Setting up the conservation of momentum equation gives:\[ m \cdot 3.0 \times 10^6 = m \cdot v_p + 4m \cdot v_a \]This equation is essential to solve for the unknown velocities after the collision.

Another critical principle in elastic collisions is the conservation of kinetic energy. Kinetic energy is the energy that an object possesses due to its motion and is calculated using the formula \( KE = \frac{1}{2}mv^2 \). For elastic collisions, kinetic energy is conserved just like momentum. This means the total kinetic energy before and after the collision remains unchanged.

In our case:

• The initial kinetic energy of the proton is \( \frac{1}{2}m(3.0 \times 10^6)^2 \).
• The alpha particle starts from rest and thus has no initial kinetic energy.
• The total kinetic energy after the collision changes to the sum \( \frac{1}{2}m v_p^2 + \frac{1}{2}(4m) v_a^2 \).

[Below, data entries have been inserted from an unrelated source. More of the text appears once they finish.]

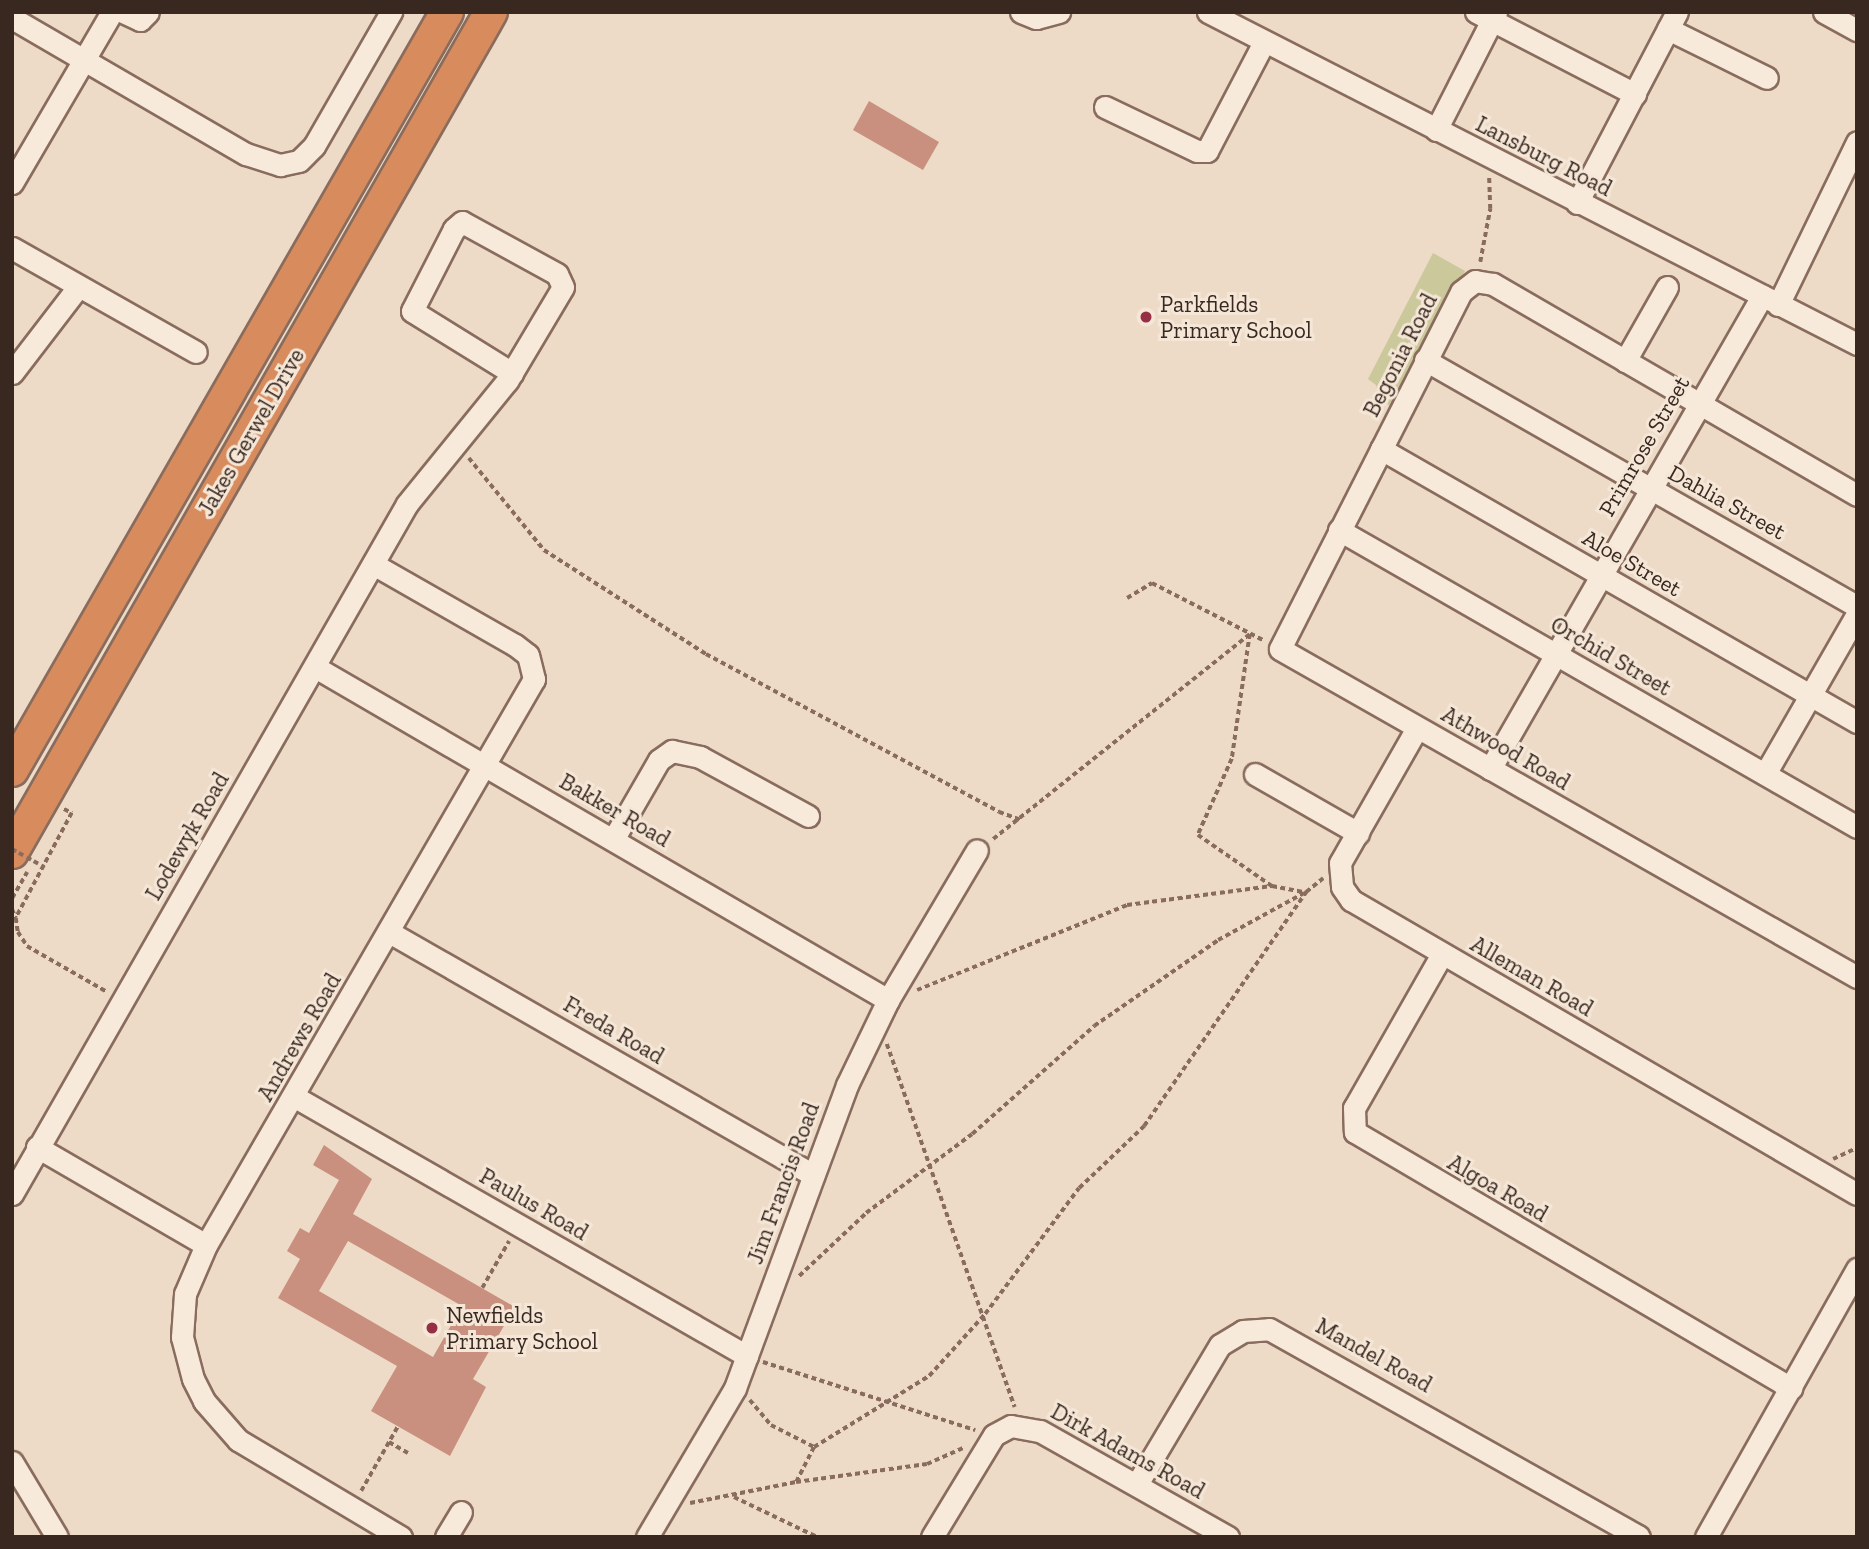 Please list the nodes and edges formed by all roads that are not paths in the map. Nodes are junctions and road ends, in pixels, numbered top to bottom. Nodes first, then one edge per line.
1 (112, 12) edge
2 (123, 12) edge
3 (148, 12) edge
4 (391, 12) edge
5 (447, 12) edge
6 (491, 12) edge
7 (1021, 12) edge
8 (1059, 12) edge
9 (1208, 12) edge
10 (1824, 12) edge
11 (1488, 15) edge
12 (12, 18) edge
13 (1672, 21) edge
14 (1857, 30) edge
15 (1264, 42) junction
16 (84, 60) junction
17 (1767, 78) dead end
18 (1635, 94) junction
19 (1105, 107) dead end
20 (1436, 130) junction
21 (1857, 142) edge
22 (12, 183) edge
23 (1577, 203) junction
24 (12, 248) edge
25 (1667, 286) dead end
26 (78, 287) junction
27 (1770, 300) junction
28 (1857, 344) edge
29 (196, 352) dead end
30 (1425, 360) junction
31 (1625, 361) junction
32 (12, 373) edge
33 (512, 373) junction
34 (1698, 404) junction
35 (1381, 449) junction
36 (1649, 489) junction
37 (1857, 495) edge
38 (1339, 530) junction
39 (373, 564) junction
40 (1601, 575) junction
41 (1856, 614) edge
42 (1280, 649) joint
43 (1556, 655) junction
44 (315, 667) junction
45 (1809, 695) junction
46 (1857, 722) edge
47 (1417, 728) junction
48 (486, 766) junction
49 (1490, 769) junction
50 (12, 770) edge
51 (1255, 774) dead end
52 (1766, 774) junction
53 (808, 816) dead end
54 (1857, 827) edge
55 (1358, 832) junction
56 (614, 838) junction
57 (12, 850) edge
58 (977, 850) road end
59 (390, 932) junction
60 (1442, 954) junction
61 (1857, 977) edge
62 (888, 1000) junction
63 (295, 1097) junction
64 (37, 1147) junction
65 (813, 1175) junction
66 (12, 1194) edge
67 (1857, 1195) edge
68 (206, 1245) junction
69 (1857, 1269) edge
70 (747, 1356) junction
71 (1791, 1388) junction
72 (12, 1462) edge
73 (1137, 1484) junction
74 (461, 1512) dead end
75 (57, 1537) edge
76 (401, 1537) edge
77 (446, 1537) edge
78 (647, 1537) edge
79 (932, 1537) edge
80 (1228, 1537) edge
81 (1639, 1537) edge
82 (1706, 1537) edge

1 - 16 street
2 - 3 street
4 - 16 street
5 - 50 highway, Jakes Gerwel Drive
6 - 57 highway, Jakes Gerwel Drive
7 - 8 street
9 - 15 street, Lansburg Road
10 - 14 street
11 - 18 street
11 - 20 street
12 - 16 street
13 - 17 street
13 - 18 street
15 - 19 street
15 - 20 street, Lansburg Road
16 - 22 street
18 - 23 street
20 - 23 street, Lansburg Road
21 - 27 street, Primrose Street
23 - 27 street, Lansburg Road
24 - 26 street
25 - 31 street
26 - 29 street
26 - 32 street
27 - 28 street, Lansburg Road
27 - 34 street, Primrose Street
30 - 31 street, Begonia Road
30 - 35 street, Begonia Road
30 - 36 street, Dahlia Street
31 - 34 street
33 - 33 street, Lodewyk Road
33 - 39 street, Lodewyk Road
34 - 36 street, Primrose Street
34 - 37 street
35 - 38 street, Begonia Road
35 - 40 street, Aloe Street
36 - 40 street, Primrose Street
36 - 41 street, Dahlia Street
38 - 42 street, Begonia Road
38 - 43 street, Orchid Street
39 - 44 street, Lodewyk Road
39 - 48 street, Andrews Road
40 - 43 street, Primrose Street
40 - 45 street, Aloe Street
41 - 45 street
42 - 47 street, Athwood Road
43 - 49 street, Primrose Street
43 - 52 street, Orchid Street
44 - 48 street, Bakker Road
44 - 64 street, Lodewyk Road
45 - 46 street, Aloe Street
45 - 52 street
47 - 49 street, Athwood Road
47 - 55 street
48 - 56 street, Bakker Road
48 - 59 street, Andrews Road
49 - 61 street, Athwood Road
51 - 55 street
52 - 54 street, Orchid Street
53 - 56 street
55 - 60 street, Alleman Road
56 - 62 street, Bakker Road
58 - 62 street, Jim Francis Road
59 - 63 street, Andrews Road
59 - 65 street, Freda Road
60 - 67 street, Alleman Road
60 - 71 street, Algoa Road
62 - 65 street, Jim Francis Road
63 - 68 street, Andrews Road
63 - 70 street, Paulus Road
64 - 66 street, Lodewyk Road
64 - 68 street
65 - 70 street, Jim Francis Road
68 - 76 street, Andrews Road
69 - 71 street
70 - 78 street, Jim Francis Road
71 - 82 street
72 - 75 street
73 - 79 street, Dirk Adams Road
73 - 80 street, Dirk Adams Road
73 - 81 street, Mandel Road
74 - 77 street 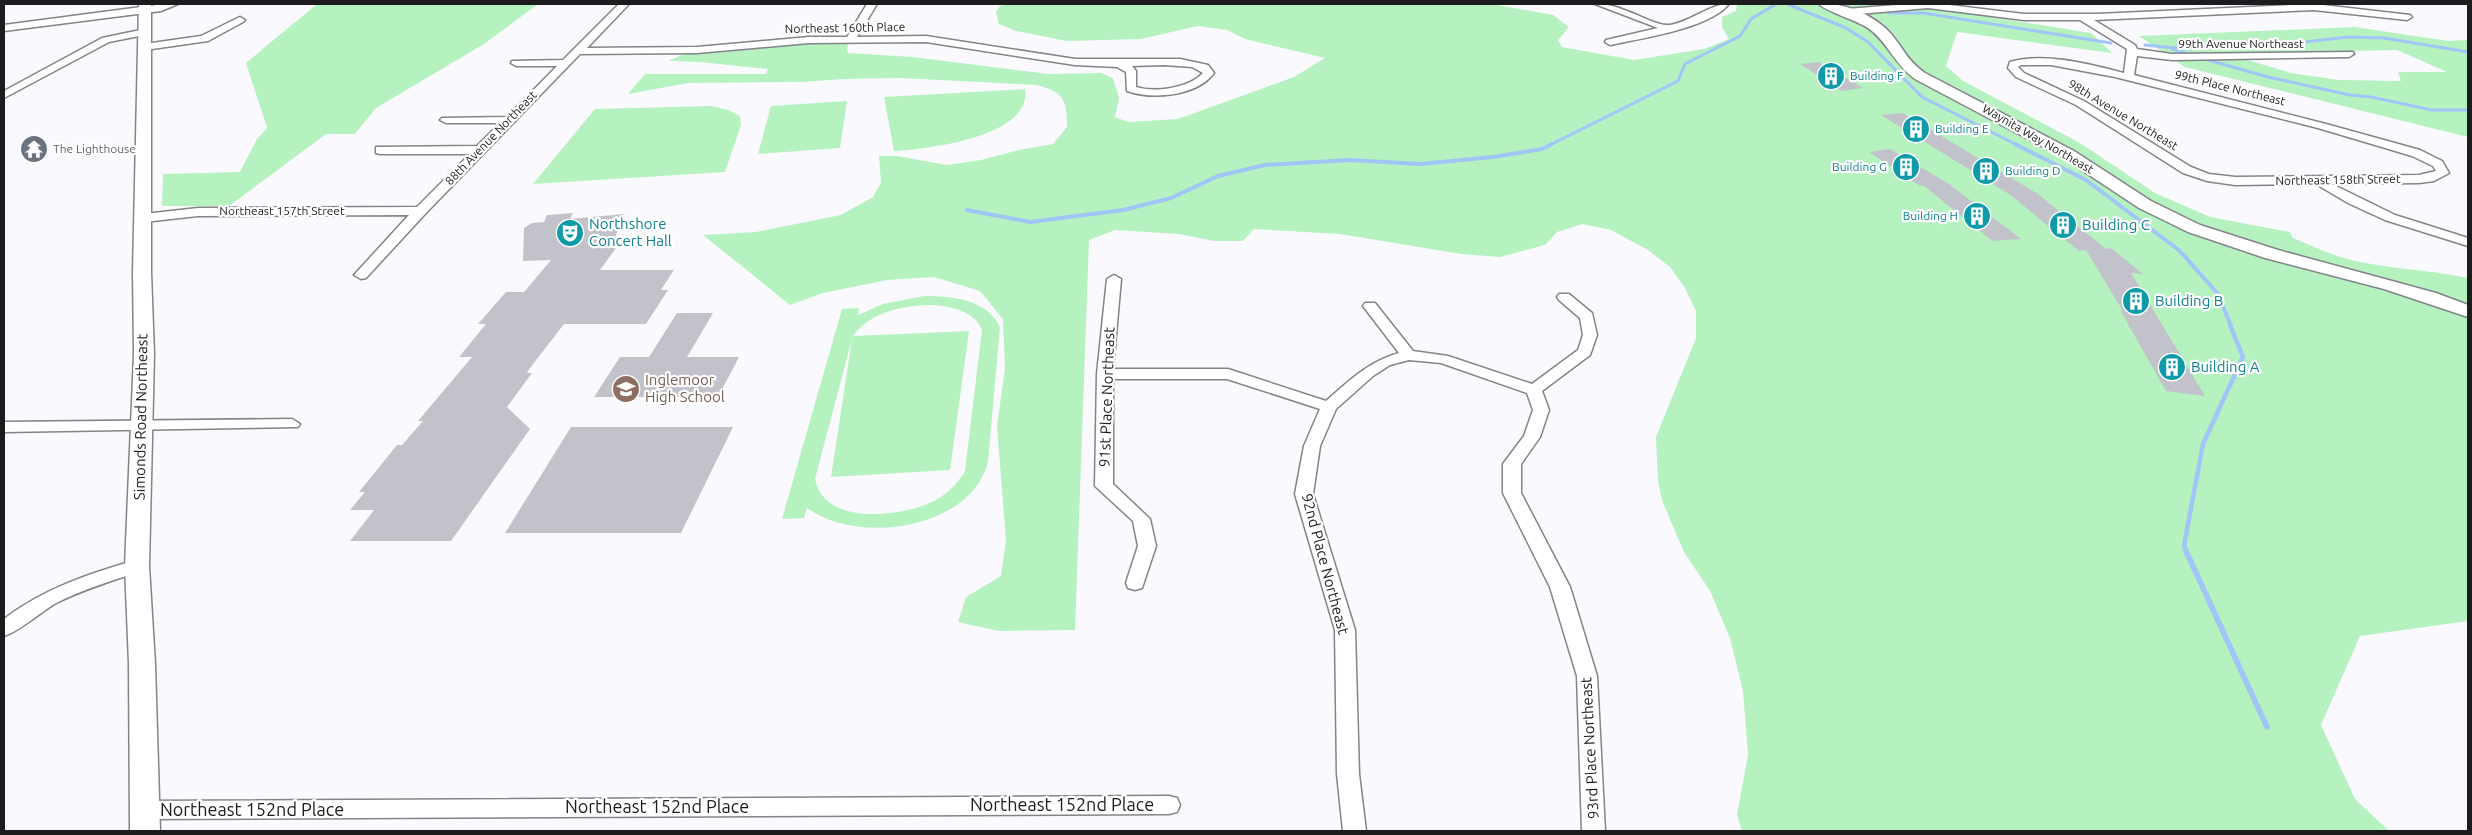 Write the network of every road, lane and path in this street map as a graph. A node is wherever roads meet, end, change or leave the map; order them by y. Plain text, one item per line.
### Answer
1 (173, 4) edge
2 (624, 4) edge
3 (872, 4) edge
4 (1600, 4) edge
5 (1724, 4) edge
6 (1825, 4) edge
7 (146, 7) edge
8 (2356, 7) edge
9 (1847, 12) junction
10 (2082, 17) junction
11 (2407, 17) dead end
12 (240, 20) dead end
13 (4, 28) edge
14 (1667, 28) junction
15 (145, 39) junction
16 (850, 39) junction
17 (1610, 42) dead end
18 (578, 51) junction
19 (2133, 52) junction
20 (2349, 54) dead end
21 (2024, 62) joint
22 (516, 63) dead end
23 (566, 63) junction
24 (1111, 64) junction
25 (2128, 77) junction
26 (4, 95) edge
27 (446, 120) dead end
28 (509, 120) junction
29 (401, 146) joint
30 (380, 150) dead end
31 (480, 150) junction
32 (2425, 157) joint
33 (2207, 177) joint
34 (2318, 180) junction
35 (420, 211) junction
36 (144, 218) junction
37 (2468, 242) edge
38 (361, 275) dead end
39 (1114, 279) dead end
40 (1564, 297) dead end
41 (1370, 306) dead end
42 (2468, 311) edge
43 (1408, 355) junction
44 (1105, 374) junction
45 (1534, 390) junction
46 (1329, 407) junction
47 (292, 424) dead end
48 (142, 426) junction
49 (4, 427) edge
50 (137, 566) junction
51 (1136, 583) dead end
52 (4, 628) edge
53 (1169, 805) dead end
54 (145, 821) edge
55 (1354, 831) edge
56 (1594, 831) edge

1 - 7 street
2 - 18 street, 88th Avenue Northeast
3 - 16 street
4 - 14 street
5 - 14 street
6 - 9 main road, Waynita Way Northeast
7 - 13 street
7 - 15 main road, Simonds Road Northeast
8 - 10 street
8 - 11 street
9 - 10 street
9 - 42 main road, Waynita Way Northeast
10 - 19 street
12 - 15 street
14 - 17 street
15 - 26 street
15 - 36 main road, Simonds Road Northeast
16 - 18 street, Northeast 160th Place
16 - 24 street, Northeast 160th Place
18 - 23 street, 88th Avenue Northeast
19 - 20 street, 99th Avenue Northeast
19 - 25 street
21 - 25 street, 99th Place Northeast
21 - 33 street, 98th Avenue Northeast
22 - 23 street
23 - 28 street, 88th Avenue Northeast
24 - 24 street, Northeast 160th Place
25 - 32 street, 99th Place Northeast
27 - 28 street
28 - 31 street, 88th Avenue Northeast
29 - 30 street
29 - 31 street
31 - 35 street, 88th Avenue Northeast
32 - 34 street, Northeast 158th Street
33 - 34 street, Northeast 158th Street
34 - 37 street
35 - 36 street, Northeast 157th Street
35 - 38 street, 88th Avenue Northeast
36 - 48 main road, Simonds Road Northeast
39 - 44 street, 91st Place Northeast
40 - 45 street
41 - 43 street
43 - 45 street, 92nd Place Northeast
43 - 46 street, 92nd Place Northeast
44 - 46 street
44 - 51 street, 91st Place Northeast
45 - 56 street, 93rd Place Northeast
46 - 55 street, 92nd Place Northeast
47 - 48 street
48 - 49 street
48 - 50 main road, Simonds Road Northeast
50 - 52 street
50 - 54 main road, Simonds Road Northeast
53 - 54 street, Northeast 152nd Place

Thus, the equation reflecting the conservation of kinetic energy in this context is:\[ \frac{1}{2}m(3.0 \times 10^6)^2 = \frac{1}{2}m v_p^2 + \frac{1}{2}(4m) v_a^2 \]This equation complements the momentum equation by serving as the second equation needed to solve for the two unknowns in the system.

Once we have the momentum and kinetic energy equations, the next step is solving for the velocities of the particles after the collision. This involves a bit of algebra to separate and solve the equations.

Here’s the streamlined process:

• First, solve the momentum equation for one of the velocities. In this problem, we solved for the proton's velocity, \( v_p \), in terms of \( v_a \) as \( v_p = 3.0 \times 10^6 - 4v_a \).
• Next, substitute this expression into the kinetic energy equation. This substitution creates a solvable equation in terms of only one variable, \( v_a \).
• Expand and simplify the resulting equation, then solve for \( v_a \).

After finding \( v_a \), substitute it back into the expression for \( v_p \) to find the proton's velocity.
In our specific case:

• \( v_a = 2.0 \times 10^6 \; \text{m/s} \)
• \( v_p = -5.0 \times 10^5 \; \text{m/s} \)

The negative sign of \( v_p \) tells us that the proton reverses direction after the collision.Thoroughly applying these principles and steps ensures accurate determination of post-collision velocities in elastic collision problems.